Question

How To Split Reads For Different Flowcell Lanes In Fastq Files?

1

Entering edit mode

10.7 years ago

newDNASeqer ▴ 760

My fastQ file was delivered by the sequencing core as a combined file that has reads from two flow cell lanes. I am wondering if there's a way to split the reads from the two lanes? The downstream pipeline is Tophat-cufflinks-cuffmerge-cuffdiff.
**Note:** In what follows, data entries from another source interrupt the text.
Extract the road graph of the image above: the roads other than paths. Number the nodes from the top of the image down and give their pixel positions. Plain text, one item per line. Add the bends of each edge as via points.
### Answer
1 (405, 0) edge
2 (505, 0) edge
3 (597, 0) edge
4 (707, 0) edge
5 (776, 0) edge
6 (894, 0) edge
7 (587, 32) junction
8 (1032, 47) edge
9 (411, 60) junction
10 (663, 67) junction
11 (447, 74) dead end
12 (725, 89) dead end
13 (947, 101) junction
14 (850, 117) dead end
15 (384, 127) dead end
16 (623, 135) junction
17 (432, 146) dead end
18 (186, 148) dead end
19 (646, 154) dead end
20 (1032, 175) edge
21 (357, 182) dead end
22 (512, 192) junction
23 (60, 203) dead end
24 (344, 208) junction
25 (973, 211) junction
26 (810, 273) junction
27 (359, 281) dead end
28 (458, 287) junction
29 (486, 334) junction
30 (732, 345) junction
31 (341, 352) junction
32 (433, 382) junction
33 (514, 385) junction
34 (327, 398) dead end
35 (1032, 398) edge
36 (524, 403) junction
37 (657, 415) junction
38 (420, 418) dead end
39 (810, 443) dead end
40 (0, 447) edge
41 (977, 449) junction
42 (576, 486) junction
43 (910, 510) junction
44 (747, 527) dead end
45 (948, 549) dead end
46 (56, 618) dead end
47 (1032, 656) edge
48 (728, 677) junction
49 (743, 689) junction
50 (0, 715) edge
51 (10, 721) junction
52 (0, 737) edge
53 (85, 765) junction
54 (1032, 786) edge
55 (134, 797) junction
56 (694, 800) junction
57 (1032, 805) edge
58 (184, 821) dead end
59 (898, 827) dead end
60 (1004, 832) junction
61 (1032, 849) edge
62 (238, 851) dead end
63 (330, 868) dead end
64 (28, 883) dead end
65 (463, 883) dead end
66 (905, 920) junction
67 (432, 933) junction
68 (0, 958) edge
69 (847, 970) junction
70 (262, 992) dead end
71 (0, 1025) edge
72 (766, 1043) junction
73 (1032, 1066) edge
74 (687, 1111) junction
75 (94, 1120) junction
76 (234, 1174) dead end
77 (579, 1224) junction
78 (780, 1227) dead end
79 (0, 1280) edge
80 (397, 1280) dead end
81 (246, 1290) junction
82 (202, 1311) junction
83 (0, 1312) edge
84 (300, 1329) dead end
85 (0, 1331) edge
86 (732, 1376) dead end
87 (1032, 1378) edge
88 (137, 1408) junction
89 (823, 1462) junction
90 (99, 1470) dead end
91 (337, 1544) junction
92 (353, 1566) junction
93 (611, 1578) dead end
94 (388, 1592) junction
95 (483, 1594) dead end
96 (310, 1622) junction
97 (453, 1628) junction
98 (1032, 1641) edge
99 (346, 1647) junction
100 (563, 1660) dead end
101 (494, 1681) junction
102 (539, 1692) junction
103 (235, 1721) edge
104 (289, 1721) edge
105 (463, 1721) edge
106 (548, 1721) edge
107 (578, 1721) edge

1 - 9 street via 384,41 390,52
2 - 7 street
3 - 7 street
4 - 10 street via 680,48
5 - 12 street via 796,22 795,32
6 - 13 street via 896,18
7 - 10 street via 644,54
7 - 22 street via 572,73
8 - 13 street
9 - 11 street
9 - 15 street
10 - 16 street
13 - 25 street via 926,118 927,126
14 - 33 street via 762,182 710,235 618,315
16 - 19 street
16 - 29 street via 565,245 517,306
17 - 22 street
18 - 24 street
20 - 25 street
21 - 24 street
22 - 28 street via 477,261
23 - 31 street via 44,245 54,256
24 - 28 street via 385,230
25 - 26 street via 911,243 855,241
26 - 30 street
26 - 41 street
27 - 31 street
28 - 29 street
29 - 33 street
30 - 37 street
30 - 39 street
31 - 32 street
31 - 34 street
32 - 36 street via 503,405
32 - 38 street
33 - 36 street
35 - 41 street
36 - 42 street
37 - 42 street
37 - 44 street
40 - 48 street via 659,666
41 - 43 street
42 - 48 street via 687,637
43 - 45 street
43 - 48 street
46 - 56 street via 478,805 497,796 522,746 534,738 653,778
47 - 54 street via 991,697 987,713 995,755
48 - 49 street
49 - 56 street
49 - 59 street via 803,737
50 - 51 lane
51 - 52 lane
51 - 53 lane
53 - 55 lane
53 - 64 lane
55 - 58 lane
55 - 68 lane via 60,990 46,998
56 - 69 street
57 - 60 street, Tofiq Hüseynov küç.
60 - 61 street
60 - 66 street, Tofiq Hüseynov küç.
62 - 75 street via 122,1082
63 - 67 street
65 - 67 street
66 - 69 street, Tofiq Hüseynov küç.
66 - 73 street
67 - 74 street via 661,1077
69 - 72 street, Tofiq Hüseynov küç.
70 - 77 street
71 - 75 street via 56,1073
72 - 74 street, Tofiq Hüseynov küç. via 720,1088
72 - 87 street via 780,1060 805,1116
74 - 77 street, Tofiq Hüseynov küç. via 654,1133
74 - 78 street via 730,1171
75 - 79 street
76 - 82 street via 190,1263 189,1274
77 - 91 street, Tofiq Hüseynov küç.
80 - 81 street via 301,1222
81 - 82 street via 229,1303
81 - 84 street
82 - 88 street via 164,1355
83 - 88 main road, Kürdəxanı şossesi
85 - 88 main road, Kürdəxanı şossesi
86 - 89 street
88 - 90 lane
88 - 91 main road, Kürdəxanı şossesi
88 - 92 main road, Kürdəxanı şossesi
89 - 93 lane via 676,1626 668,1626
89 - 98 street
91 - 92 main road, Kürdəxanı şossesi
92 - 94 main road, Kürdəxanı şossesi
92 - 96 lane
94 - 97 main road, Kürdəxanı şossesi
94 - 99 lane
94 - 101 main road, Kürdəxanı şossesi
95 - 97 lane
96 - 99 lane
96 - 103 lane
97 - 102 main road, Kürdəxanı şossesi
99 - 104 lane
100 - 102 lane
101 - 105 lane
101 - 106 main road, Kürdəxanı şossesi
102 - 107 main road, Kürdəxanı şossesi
I've also read the documentation of Tophat and did not see an option of splitting the reads in tophat, so I am asking here in this forum. thanks

split reads • 10k views

ADD COMMENT • link updated 5 months ago by steve ★ 3.5k • written 10.7 years ago by newDNASeqer ▴ 760

0

Entering edit mode

is the lane in the ID for each read ? If so, you could write a simple python/perl script to do that.

ADD REPLY • link 10.7 years ago by Gabriel R. ★ 2.9k

0

Entering edit mode

Do the IDs have any distinguishing marks? (They should.) If you post a brief snippet containing a read from each lane, one of us could probably whip up a quick script or at least help you get started.

ADD REPLY • link 10.7 years ago by Alex Reynolds 35k

score 8 · Answer 1 · 2013-08-02

8

Entering edit mode

10.7 years ago

Rm 8.3k

Quick Awk solution to separate merged fastq file based on lane

paste - - - -  my.R1.fastq | awk -F"\t" '{ split($1, arr, ":"); print $1 "\n" $2 "\n+\n" $4 >"lane."arr[4]".R1.fastq" }'

ADD COMMENT • link 10.7 years ago by Rm 8.3k

4

Entering edit mode

I have a pure Awk solution that is much faster. Like the above solution, let's assume that the records are blocks of 4 lines:

awk 'BEGIN {FS = ":"} {lane=$4 ; print > "lane."lane".fastq" ; for (i = 1; i <= 3; i++) {getline ; print > "lane."lane".fastq"}}' < my.R1.fastq

Using the getline command 3 times, you can read blocks of 4 lines (from the standard input, hence the <).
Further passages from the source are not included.